El Fin del Sueño del Helicóptero Personal, El Medio
Simplemente Records, Puerto Rico
Rating: 80 ★★★★
by Pierre Lestruhaut
Leonardo Velázquez’s approach to songwriting is as personal as you can get. His subjects of interest are his own life, memories and experiences; his favorite medium to express them is a room-constructed arrangement of string instruments and ambient synth washes; and finally it is shaped in the form of a lo-fi home-recorded product uploaded for free on bandcamp. As much personal as it is DIY, yet it’s through his own DIYness that his songs excel as universal entities. Take his outstanding single “Que bueno que nadie piensa en mí” from last year. While its whole construction responds to all these different levels through which Leo developed his very own personal vision of loneliness, its appeal eventually resided in how it managed to transcend the small sphere of the songwriter and actually become a universal manifesto for the lonely kids of the digital era. The ones who would rather spend a Friday night listening to the stuff they downloaded through the week and waiting for a (1) to appear on their twitter account.
Leonardo’s latest release as El Medio, a six-song EP titled El fin del sueño del helicóptero personal doesn’t see him moving away from his personified and individualistic way of writing and performing, now relying on the use of thematic unity to reach to earn the tag of the conceptual album. Though he maintains his first person narrative writing style of “Que bueno”, he doesn’t seem interested in singing about his present intimate-yet-universal concerns, but rather about observing the past as a mean to escape from the present. The desire for escapism is expressed through the craving of the imaginative life of fetal serenity, warmth and protection in “El primer azul borroso”, as well as the use of images reminiscent of childish curiosity and innocence in “En el patio”. I can guess that lines like “esas jeringuillas ya son las cuchillas que usa un policía como su arma principal” are not only personal recallings of Leo’s childhood but in fact of pretty much everyone else’s, and of how every child uses whatever means are available to them as a withdrawal from reality.

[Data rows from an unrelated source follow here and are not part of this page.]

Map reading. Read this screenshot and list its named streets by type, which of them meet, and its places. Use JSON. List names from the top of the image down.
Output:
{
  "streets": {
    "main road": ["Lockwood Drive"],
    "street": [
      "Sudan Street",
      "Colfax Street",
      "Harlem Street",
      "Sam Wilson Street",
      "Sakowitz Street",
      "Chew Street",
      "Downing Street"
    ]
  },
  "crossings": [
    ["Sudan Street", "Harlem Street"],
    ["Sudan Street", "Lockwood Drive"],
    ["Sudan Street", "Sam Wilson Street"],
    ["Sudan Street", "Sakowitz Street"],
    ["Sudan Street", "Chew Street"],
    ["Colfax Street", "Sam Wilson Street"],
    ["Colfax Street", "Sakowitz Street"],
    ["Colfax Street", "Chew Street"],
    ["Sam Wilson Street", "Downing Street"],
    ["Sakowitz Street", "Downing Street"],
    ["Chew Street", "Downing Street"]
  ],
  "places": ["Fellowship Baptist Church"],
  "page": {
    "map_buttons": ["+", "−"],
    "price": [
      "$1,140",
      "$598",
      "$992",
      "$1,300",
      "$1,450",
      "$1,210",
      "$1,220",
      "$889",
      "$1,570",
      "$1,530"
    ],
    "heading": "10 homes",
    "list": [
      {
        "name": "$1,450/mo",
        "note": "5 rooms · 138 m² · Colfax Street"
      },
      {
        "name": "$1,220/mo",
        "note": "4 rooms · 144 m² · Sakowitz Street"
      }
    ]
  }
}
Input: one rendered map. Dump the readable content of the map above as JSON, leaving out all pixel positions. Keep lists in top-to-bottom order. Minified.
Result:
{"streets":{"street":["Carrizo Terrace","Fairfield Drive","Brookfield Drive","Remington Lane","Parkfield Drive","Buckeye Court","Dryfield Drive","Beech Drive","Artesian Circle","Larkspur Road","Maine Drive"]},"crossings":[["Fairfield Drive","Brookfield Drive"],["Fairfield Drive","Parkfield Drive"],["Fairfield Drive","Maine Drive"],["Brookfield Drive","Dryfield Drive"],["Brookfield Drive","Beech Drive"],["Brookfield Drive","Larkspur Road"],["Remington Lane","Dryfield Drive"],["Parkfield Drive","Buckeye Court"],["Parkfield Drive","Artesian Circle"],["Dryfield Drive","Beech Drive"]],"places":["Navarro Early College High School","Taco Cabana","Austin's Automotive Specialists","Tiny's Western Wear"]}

Yet even if this personal-universal duality constantly found in Leo’s lyricism is quite compelling, he actually reaches the full expression of his individual artistry in how he manages to distinguish himself as a great songcrafter, one that’s extremely apprehensive of the importance of choosing the right musical medium for sharing his singular worldview. From the acoustic vocals/strings intimacy of folk rock, to the naivety and innocence of twee pop themes and melodies, as well as the escapism of ambient sonic landscaping, not only does he manage to effectively employ these mediums, he also has his own attempts at breaking their traditional patterns and structures. They might not be as unique and accomplished as the non-linear arrangements of Phil Elvrum, or the fragmented compositions of Emilio José, but they do seem to be shyly pointing in those directions.
The two-songs-in-one concept works effectively in “En el patio - El fin del sueño del helicóptero personal” as it subtly abandons its initial twee balladry towards more dense and textured synth developments. But it’s probably with “O Futur O” where it gets the most surprising, using the constant shifting of its particular chord progressions as a mechanism to confront the intimacy of these acoustic progressions with the chaos created by deviating electronic sounds and the calmness of his laid-back vocals. Elements that would separately seem to belong in distant fields are brought together in unison. While later on, the final three tracks of the EP allow Leo to create a very personal take on lo-fi folk, as he cohesively builds his memories around the combination of ambient synth washes and constant strumming of detached melodies. A stunning example of a singular lyricist expanding his influences to create something truly personal, even if it might not be the most thematically consistent of concept albums or the most innovative demonstration of songwriting, it’s still a very rewarding experience.